▶ _EXERCISE AIM_
Apart from the pictures, please restate every entry below exactly.

(THE INPUT)

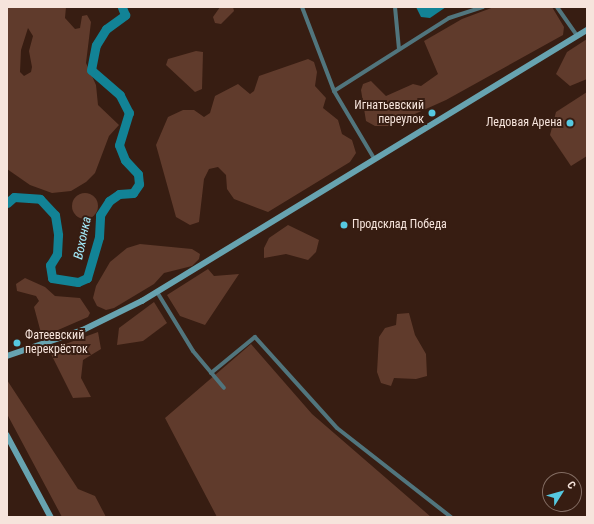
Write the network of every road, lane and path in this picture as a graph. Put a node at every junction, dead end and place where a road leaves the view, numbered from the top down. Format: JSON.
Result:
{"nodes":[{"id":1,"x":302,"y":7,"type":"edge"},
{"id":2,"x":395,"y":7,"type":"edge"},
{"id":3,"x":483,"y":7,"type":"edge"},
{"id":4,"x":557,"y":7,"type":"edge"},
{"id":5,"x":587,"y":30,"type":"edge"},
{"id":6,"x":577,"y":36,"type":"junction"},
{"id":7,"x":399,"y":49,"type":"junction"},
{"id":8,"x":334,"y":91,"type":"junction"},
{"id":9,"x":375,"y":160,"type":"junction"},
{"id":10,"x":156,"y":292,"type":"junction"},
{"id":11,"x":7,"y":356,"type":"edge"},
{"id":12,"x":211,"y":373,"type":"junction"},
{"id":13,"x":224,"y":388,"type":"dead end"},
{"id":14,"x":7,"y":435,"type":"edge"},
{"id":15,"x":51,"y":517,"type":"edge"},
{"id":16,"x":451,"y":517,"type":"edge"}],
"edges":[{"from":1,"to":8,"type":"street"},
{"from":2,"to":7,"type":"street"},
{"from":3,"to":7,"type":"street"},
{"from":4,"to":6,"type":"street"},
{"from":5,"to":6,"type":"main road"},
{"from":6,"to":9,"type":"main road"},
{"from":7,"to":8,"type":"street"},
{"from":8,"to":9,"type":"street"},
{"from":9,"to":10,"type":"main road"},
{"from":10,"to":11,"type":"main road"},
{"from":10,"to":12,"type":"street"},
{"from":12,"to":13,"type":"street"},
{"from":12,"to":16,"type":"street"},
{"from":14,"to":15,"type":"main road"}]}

(End THE INPUT)

▶ _ANSWER_
Write the network of every road, lane and path in this picture as a graph. Put a node at every junction, dead end and place where a road leaves the view, numbered from the top down. Format: JSON.
Result:
{"nodes":[{"id":1,"x":302,"y":7,"type":"edge"},
{"id":2,"x":395,"y":7,"type":"edge"},
{"id":3,"x":483,"y":7,"type":"edge"},
{"id":4,"x":557,"y":7,"type":"edge"},
{"id":5,"x":587,"y":30,"type":"edge"},
{"id":6,"x":577,"y":36,"type":"junction"},
{"id":7,"x":399,"y":49,"type":"junction"},
{"id":8,"x":334,"y":91,"type":"junction"},
{"id":9,"x":375,"y":160,"type":"junction"},
{"id":10,"x":156,"y":292,"type":"junction"},
{"id":11,"x":7,"y":356,"type":"edge"},
{"id":12,"x":211,"y":373,"type":"junction"},
{"id":13,"x":224,"y":388,"type":"dead end"},
{"id":14,"x":7,"y":435,"type":"edge"},
{"id":15,"x":51,"y":517,"type":"edge"},
{"id":16,"x":451,"y":517,"type":"edge"}],
"edges":[{"from":1,"to":8,"type":"street"},
{"from":2,"to":7,"type":"street"},
{"from":3,"to":7,"type":"street"},
{"from":4,"to":6,"type":"street"},
{"from":5,"to":6,"type":"main road"},
{"from":6,"to":9,"type":"main road"},
{"from":7,"to":8,"type":"street"},
{"from":8,"to":9,"type":"street"},
{"from":9,"to":10,"type":"main road"},
{"from":10,"to":11,"type":"main road"},
{"from":10,"to":12,"type":"street"},
{"from":12,"to":13,"type":"street"},
{"from":12,"to":16,"type":"street"},
{"from":14,"to":15,"type":"main road"}]}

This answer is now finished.